Junaidi Arif

Personal information
- Born: Wan Muhammad Arif Shaharuddin bin Wan Junaidi 6 June 2002 (age 24) Kemaman, Terengganu, Malaysia
- Height: 1.62 m (5 ft 4 in)

Sport
- Country: Malaysia
- Sport: Badminton
- Handedness: Left
- Coached by: Herry Iman Pierngadi

Men's doubles
- Highest ranking: 16 (with Yap Roy King, 10 March 2026) 38 (with Muhammad Haikal, 6 December 2022)
- Current ranking: 19 (with Yap Roy King, 16 June 2026)
- BWF profile

Medal record
Men's badminton
Representing Malaysia
SEA Games
| Silver medal – second place | 2021 Vietnam | Men's team |

= Junaidi Arif =

Malaysian badminton player (born 2002)

Wan Muhammad Arif Shaharuddin bin Wan Junaidi (born 6 June 2002) is a Malaysian badminton player.
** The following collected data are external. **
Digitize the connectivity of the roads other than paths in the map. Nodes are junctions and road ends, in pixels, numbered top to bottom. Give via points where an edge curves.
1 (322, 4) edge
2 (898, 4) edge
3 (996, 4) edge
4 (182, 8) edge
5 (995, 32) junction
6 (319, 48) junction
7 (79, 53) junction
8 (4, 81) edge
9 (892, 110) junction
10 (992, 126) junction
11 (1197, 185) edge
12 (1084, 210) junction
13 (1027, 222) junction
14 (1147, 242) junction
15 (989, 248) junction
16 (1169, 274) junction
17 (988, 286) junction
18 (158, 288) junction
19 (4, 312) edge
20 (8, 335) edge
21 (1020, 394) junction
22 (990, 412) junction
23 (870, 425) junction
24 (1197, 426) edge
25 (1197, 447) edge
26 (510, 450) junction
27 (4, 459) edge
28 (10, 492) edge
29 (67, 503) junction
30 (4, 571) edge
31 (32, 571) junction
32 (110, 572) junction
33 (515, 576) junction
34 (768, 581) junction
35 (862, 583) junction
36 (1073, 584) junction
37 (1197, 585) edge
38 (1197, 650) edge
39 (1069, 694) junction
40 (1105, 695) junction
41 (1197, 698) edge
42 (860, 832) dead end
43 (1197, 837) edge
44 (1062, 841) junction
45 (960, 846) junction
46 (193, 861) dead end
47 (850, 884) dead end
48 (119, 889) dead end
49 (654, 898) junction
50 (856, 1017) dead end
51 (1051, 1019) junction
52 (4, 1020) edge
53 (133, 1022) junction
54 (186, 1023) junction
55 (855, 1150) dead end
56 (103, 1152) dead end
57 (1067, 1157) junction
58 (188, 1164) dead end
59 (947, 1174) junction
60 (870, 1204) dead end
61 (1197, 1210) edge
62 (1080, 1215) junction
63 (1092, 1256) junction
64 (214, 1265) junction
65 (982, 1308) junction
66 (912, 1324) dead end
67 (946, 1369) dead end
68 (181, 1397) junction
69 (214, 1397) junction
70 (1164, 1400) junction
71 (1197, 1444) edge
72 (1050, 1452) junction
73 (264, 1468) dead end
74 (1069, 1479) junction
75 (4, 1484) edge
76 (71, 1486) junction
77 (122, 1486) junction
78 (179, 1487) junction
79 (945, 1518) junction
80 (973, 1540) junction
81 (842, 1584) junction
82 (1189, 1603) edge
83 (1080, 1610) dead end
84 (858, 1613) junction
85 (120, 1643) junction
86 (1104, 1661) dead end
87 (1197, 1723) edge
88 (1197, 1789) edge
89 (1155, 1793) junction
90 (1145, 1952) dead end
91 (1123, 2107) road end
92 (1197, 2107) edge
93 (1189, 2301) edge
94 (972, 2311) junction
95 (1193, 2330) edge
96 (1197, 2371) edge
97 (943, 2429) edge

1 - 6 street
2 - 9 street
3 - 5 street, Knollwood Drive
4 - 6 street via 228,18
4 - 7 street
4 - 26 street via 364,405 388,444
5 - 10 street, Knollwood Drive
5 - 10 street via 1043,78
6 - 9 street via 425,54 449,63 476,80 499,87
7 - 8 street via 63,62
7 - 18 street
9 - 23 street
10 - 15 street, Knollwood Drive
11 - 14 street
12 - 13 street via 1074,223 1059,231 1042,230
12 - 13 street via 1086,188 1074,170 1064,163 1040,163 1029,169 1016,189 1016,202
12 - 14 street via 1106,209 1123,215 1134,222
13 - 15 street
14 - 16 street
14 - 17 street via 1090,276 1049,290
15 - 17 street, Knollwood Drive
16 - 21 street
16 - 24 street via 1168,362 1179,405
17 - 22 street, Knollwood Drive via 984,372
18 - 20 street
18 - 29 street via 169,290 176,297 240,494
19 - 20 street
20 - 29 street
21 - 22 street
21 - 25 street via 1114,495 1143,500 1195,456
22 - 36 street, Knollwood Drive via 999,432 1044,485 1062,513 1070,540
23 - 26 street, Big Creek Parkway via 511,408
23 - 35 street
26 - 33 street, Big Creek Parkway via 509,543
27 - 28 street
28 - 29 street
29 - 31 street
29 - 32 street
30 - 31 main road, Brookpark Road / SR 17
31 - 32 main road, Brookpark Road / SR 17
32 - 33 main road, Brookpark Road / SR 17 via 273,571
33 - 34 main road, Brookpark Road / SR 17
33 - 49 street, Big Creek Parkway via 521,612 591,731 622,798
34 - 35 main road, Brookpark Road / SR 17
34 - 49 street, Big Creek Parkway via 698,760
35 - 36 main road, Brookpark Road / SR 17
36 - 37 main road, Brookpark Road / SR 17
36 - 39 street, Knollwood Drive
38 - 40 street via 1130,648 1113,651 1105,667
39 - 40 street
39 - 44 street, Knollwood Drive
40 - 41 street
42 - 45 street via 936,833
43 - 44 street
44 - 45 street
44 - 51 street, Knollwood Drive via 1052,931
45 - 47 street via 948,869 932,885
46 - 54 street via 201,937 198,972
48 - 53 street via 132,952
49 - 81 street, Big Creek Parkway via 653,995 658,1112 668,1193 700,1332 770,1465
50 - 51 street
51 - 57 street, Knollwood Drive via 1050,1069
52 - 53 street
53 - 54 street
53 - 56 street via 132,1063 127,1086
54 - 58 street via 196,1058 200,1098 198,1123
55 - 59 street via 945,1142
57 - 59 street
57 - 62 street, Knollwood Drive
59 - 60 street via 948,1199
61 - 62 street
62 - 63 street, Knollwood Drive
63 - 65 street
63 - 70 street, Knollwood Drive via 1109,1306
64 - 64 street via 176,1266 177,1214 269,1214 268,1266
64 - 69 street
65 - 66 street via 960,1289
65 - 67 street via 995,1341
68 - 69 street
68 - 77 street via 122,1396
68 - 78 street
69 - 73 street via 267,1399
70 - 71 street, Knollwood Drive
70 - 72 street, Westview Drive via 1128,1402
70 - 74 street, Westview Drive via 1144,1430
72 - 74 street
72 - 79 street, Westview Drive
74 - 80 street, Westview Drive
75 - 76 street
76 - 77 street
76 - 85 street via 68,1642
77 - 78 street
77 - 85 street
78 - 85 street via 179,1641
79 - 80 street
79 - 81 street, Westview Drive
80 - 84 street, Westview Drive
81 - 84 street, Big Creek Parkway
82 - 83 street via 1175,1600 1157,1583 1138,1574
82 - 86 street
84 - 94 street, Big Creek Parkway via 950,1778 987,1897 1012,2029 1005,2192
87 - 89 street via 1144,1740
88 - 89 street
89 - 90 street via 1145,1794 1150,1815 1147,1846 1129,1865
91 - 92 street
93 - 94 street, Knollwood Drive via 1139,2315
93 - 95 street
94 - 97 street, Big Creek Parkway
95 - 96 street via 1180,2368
He won the 2021 Austrian Open and Ukraine International tournaments in the men's doubles event partnered with Muhammad Haikal.

== Career ==
=== 2021 ===
Partnered with Muhammad Haikal, they won the Austrian Open, Hellas International, and Ukraine International. The duo also finished as runners-up at the Latvia International and Scottish Open.

=== 2022 ===
In April, Arif and Haikal reached the final of the Orléans Masters. However, they were forced to concede a walkover to Dutch pair Ruben Jille and Ties van der Lecq after Haikal was tested positive for COVID-19.

He was part of the Malaysia's men's team that won silver medal at the 2021 SEA Games in May.
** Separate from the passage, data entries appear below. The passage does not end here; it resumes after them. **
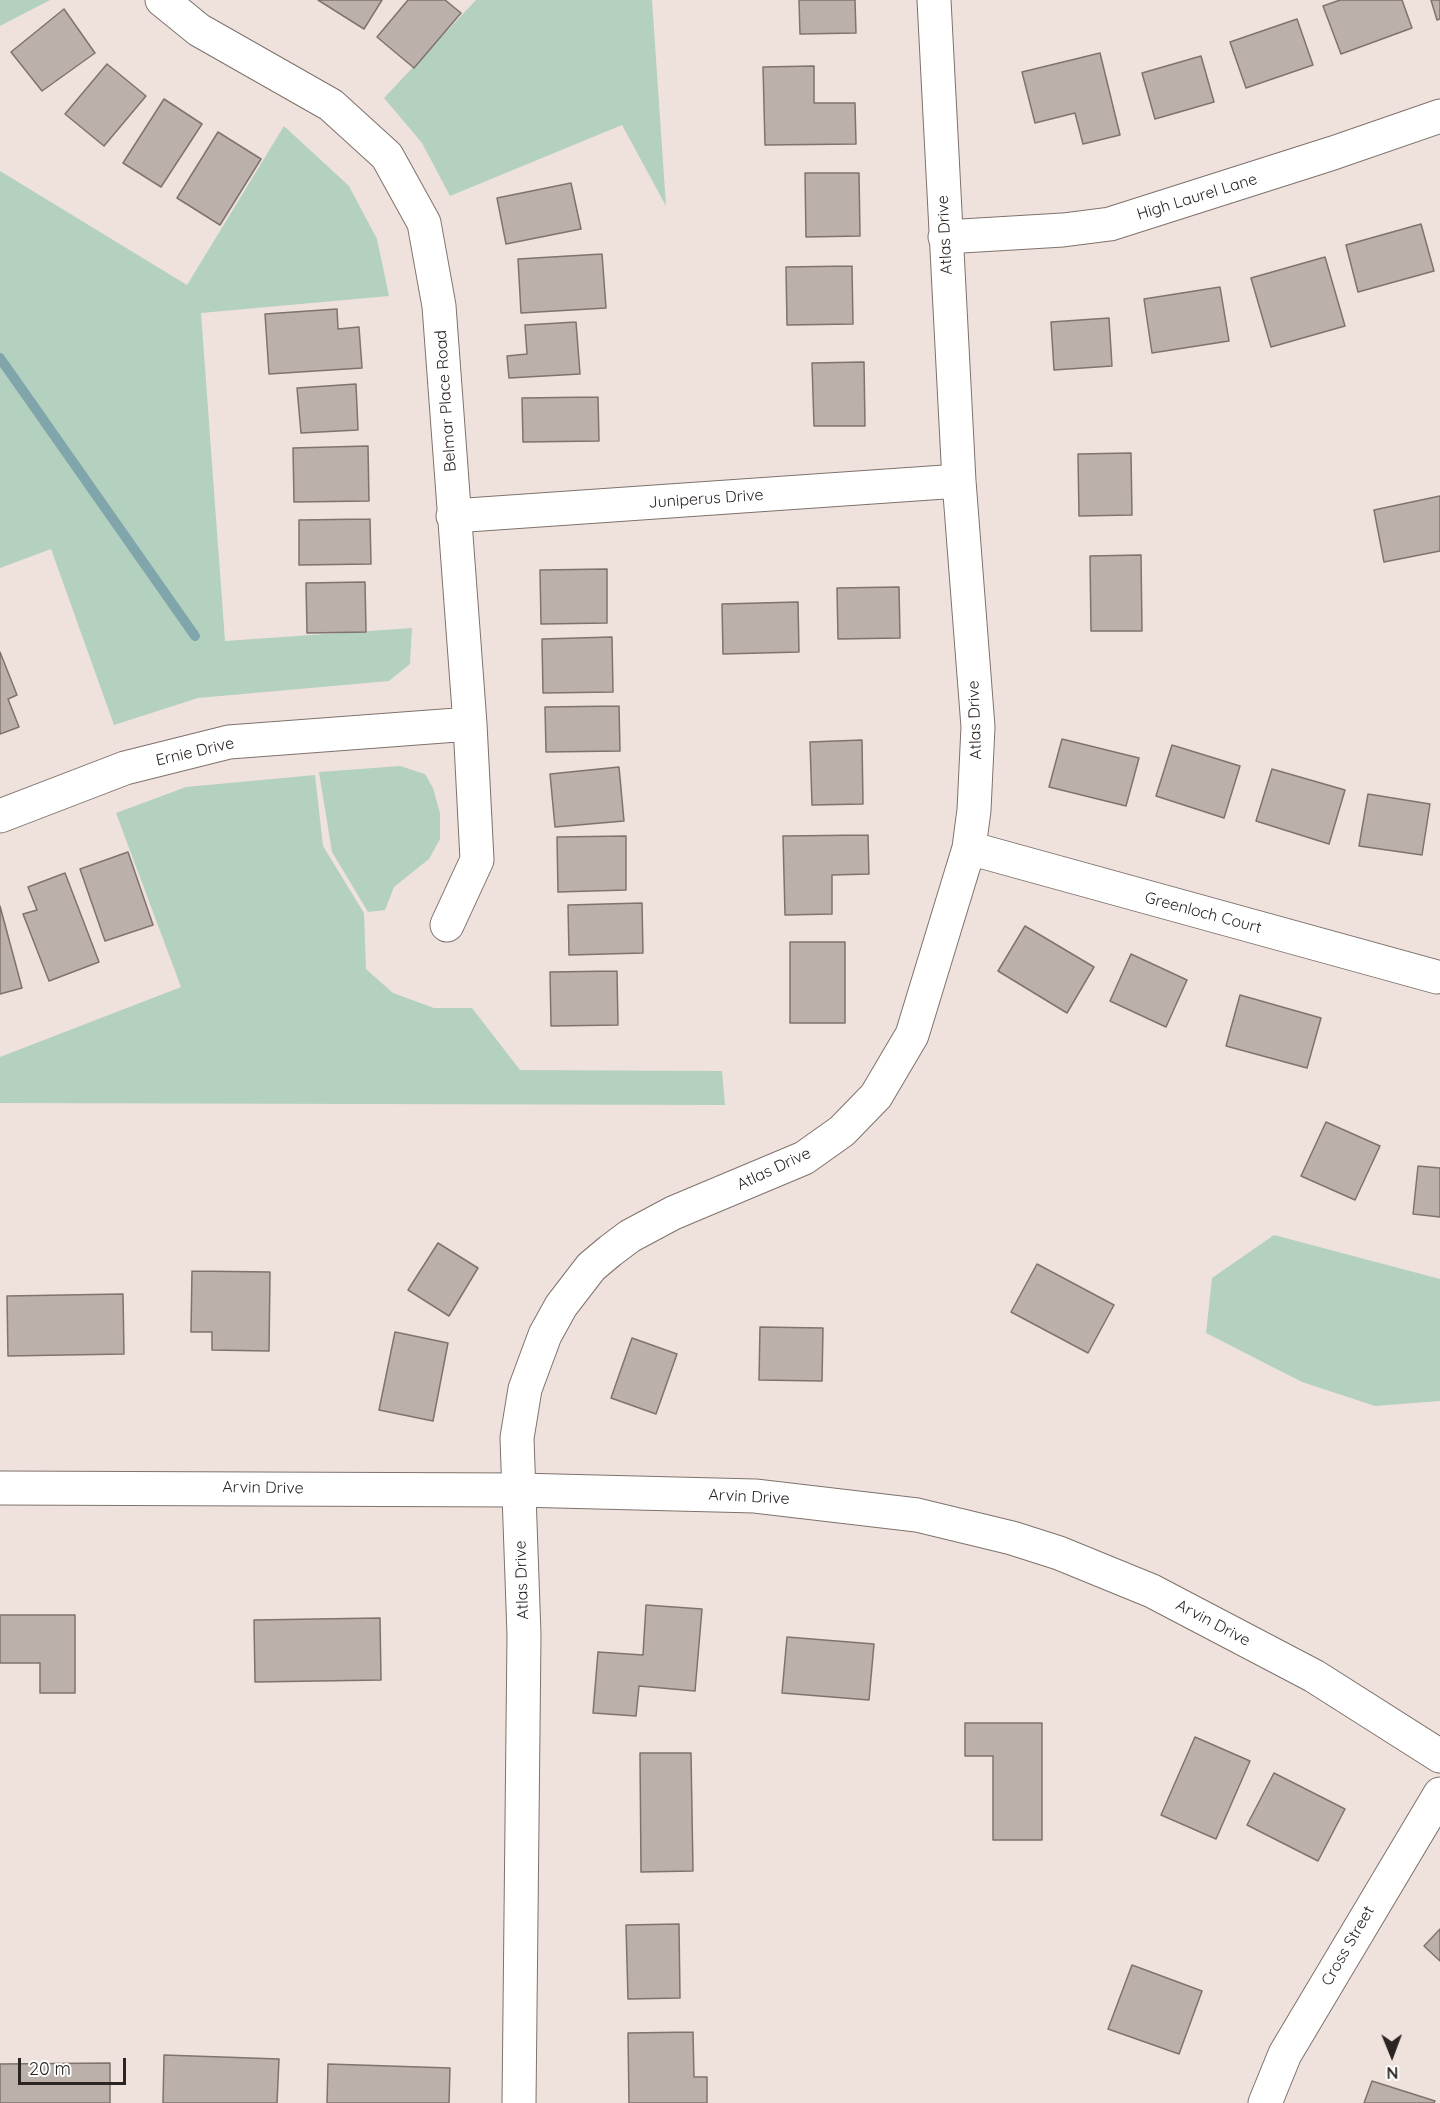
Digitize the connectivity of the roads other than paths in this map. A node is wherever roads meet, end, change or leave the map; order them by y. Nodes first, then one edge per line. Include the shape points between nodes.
1 (162, 0) edge
2 (934, 0) edge
3 (1440, 116) edge
4 (945, 237) junction
5 (959, 481) junction
6 (453, 516) junction
7 (470, 724) junction
8 (0, 816) edge
9 (969, 848) junction
10 (447, 925) dead end
11 (1437, 977) dead end
12 (0, 1488) edge
13 (518, 1490) junction
14 (1440, 1756) edge
15 (1440, 1794) edge
16 (519, 2103) edge
17 (1265, 2103) edge

1 - 6 street, Belmar Place Road via 199,30 332,105 387,156 423,223 439,306
2 - 4 street, Atlas Drive
3 - 4 street, High Laurel Lane via 1110,224
4 - 5 street, Atlas Drive
5 - 6 street, Juniperus Drive
5 - 9 street, Atlas Drive via 978,727 975,810
6 - 7 street, Belmar Place Road
7 - 8 street, Ernie Drive via 229,742 125,768
7 - 10 street, Belmar Place Road via 477,860
9 - 11 street, Greenloch Court
9 - 13 street, Atlas Drive via 912,1035 876,1096 842,1131 804,1158 673,1213 630,1236 591,1267 561,1306 545,1335 525,1389 517,1438
12 - 13 street, Arvin Drive
13 - 14 street, Arvin Drive via 755,1496 822,1502 917,1515 1012,1538 1152,1591 1314,1676
13 - 16 street, Atlas Drive via 524,1635
15 - 17 street, Cross Street via 1285,2054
A few months later, he and Haikal reached the quarter-finals of the Malaysia Masters.

=== 2023 ===
Following a reshuffle in the national men's doubles department in February, Arif began partnering Yap Roy King, thus ending his long-time partnership with Haikal.

In June, Arif and Yap captured their first title as a pair at the Nantes International defeating Putra Erwiansyah and Patra Harapan Rindorindo in the final.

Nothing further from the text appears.